● EXERCISE DETAILS
Go to the line in the entries below that holds "index pip: (459, 369)" and repeat exactly from there through the line that holds "index tip: (714, 182)", inclusive.

═════ DATASET EXTRACT

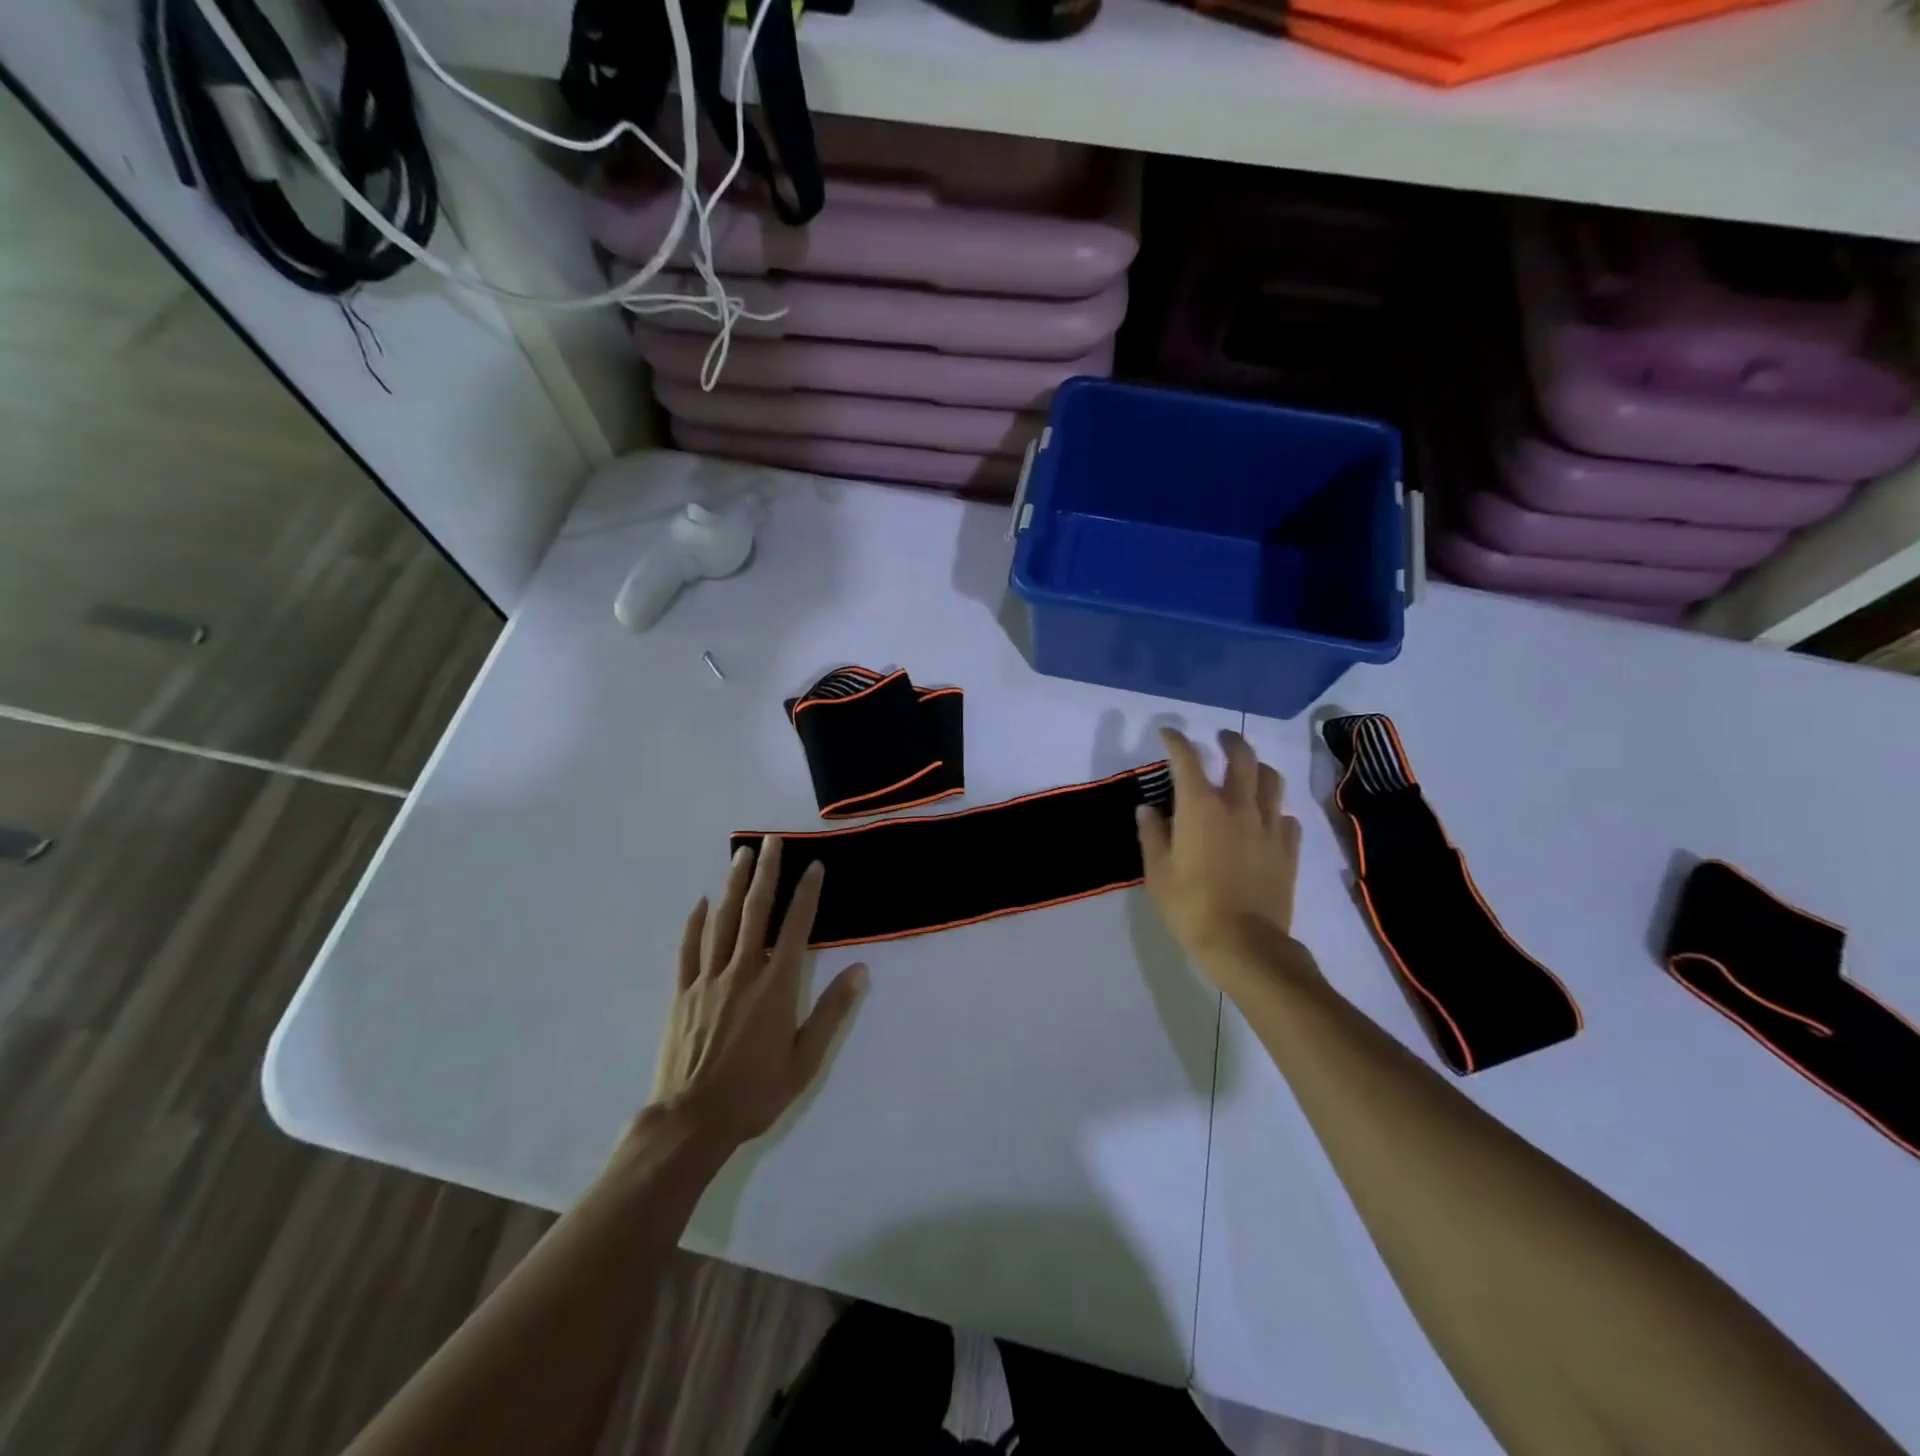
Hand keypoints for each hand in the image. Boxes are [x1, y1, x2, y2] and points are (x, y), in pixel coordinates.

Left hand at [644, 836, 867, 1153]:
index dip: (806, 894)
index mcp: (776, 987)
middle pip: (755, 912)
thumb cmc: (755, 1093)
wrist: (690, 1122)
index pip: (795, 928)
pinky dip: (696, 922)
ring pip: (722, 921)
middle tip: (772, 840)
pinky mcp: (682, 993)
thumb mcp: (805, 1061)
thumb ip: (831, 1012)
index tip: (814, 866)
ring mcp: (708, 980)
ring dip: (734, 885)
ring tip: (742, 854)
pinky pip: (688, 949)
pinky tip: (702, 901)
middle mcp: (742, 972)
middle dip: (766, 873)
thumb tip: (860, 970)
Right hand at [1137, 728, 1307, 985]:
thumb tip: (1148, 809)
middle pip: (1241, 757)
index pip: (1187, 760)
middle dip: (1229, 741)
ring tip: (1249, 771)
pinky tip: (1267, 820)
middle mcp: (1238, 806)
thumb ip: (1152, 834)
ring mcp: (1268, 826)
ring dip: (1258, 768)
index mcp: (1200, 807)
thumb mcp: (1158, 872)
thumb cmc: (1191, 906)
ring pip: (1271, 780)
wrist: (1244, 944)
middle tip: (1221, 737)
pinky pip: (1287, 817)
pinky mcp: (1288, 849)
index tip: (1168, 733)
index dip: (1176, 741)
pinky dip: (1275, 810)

══════════
═════ DATASET EXTRACT

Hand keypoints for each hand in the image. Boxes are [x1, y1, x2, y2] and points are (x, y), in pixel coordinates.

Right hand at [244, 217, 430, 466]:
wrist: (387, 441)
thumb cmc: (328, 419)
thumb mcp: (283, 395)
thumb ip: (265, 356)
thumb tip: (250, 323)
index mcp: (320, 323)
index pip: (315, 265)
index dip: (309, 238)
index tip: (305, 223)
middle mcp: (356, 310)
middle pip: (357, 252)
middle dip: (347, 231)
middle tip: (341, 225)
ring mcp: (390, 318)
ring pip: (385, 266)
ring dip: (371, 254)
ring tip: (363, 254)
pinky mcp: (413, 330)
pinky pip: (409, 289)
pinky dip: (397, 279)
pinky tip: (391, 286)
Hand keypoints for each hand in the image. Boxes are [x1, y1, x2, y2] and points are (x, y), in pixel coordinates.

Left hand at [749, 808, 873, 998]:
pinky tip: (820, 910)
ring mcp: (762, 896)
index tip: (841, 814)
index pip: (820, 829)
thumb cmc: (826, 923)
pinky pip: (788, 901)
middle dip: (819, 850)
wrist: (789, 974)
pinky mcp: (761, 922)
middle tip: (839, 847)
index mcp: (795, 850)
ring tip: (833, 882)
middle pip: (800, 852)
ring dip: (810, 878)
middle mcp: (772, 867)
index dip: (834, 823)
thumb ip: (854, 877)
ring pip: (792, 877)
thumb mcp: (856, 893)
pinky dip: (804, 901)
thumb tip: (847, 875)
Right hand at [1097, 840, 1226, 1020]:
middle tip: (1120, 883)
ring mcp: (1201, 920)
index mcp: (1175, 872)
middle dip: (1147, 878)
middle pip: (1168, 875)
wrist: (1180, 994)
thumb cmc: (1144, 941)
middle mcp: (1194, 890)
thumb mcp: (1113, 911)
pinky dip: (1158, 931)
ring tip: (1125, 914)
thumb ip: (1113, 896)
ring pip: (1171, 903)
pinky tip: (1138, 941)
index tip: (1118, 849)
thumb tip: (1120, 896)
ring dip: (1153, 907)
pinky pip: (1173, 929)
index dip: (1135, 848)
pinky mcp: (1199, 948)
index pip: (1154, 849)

══════════
═════ DATASET EXTRACT

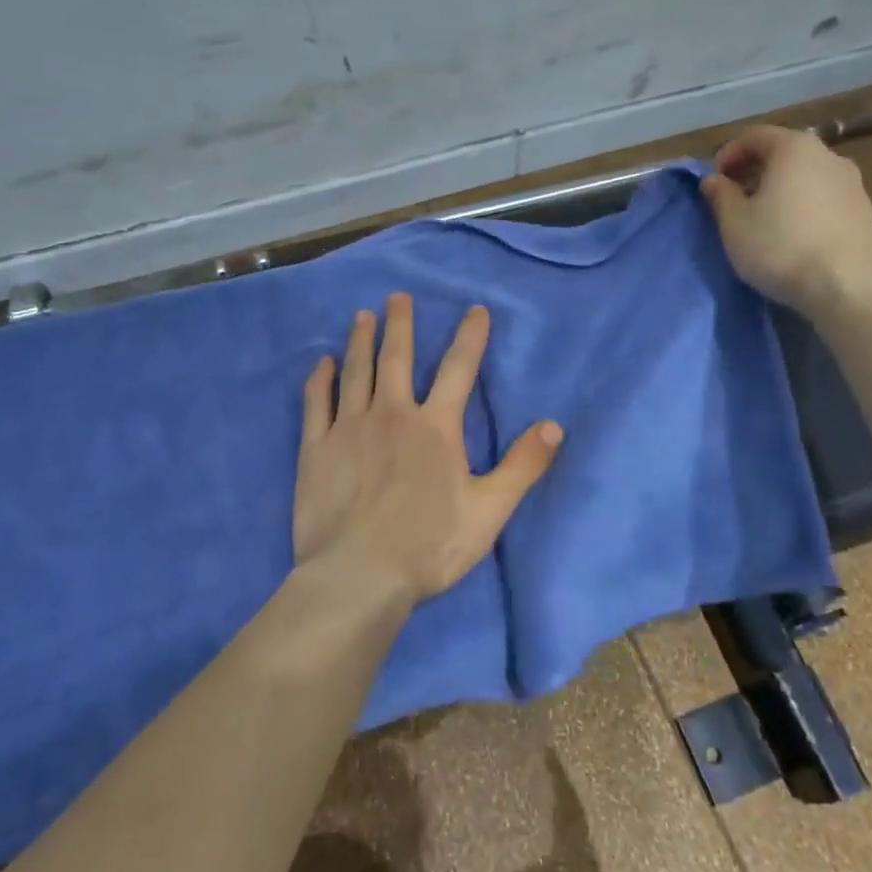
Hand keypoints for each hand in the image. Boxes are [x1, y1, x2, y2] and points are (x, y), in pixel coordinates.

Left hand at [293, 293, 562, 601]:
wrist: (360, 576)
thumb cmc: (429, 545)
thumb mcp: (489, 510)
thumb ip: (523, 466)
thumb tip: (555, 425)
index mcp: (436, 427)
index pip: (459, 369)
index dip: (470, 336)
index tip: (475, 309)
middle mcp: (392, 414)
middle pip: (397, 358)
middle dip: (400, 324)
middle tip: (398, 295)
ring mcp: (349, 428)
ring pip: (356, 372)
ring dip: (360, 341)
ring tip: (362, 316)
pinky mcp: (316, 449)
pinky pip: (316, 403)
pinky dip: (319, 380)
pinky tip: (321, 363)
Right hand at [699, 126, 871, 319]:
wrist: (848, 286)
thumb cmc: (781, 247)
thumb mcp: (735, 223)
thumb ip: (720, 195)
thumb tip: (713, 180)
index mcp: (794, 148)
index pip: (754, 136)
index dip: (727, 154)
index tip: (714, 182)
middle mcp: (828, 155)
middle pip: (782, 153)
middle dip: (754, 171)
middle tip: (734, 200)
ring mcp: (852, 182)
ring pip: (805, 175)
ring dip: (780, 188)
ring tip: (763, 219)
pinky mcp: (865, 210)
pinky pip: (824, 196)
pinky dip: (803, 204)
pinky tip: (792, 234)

══════════

● ANSWER AREA
index pip: (459, 369)
index dip: (470, 336)
index tip: (475, 309)
middle mcp: (392, 414)
middle pip: (397, 358)
middle dip: (400, 324)
middle tip: (398, 295)
ring mcp: (349, 428)
ring pip: (356, 372)
ring dip: (360, 341)
ring tip: (362, 316)
pinky mcp: (316, 449)
pinky pip: (316, 403)
pinky dip: (319, 380)
pinky tip: (321, 363)
Right hand at [699, 126, 871, 319]:
wrist: (848, 286)
thumb cmc: (781, 247)
thumb mcp: (735, 223)
thumb ip: (720, 195)
thumb tip: (713, 180)
index mcp: (794, 148)
index pip: (754, 136)
index dip: (727, 154)
index tip: (714, 182)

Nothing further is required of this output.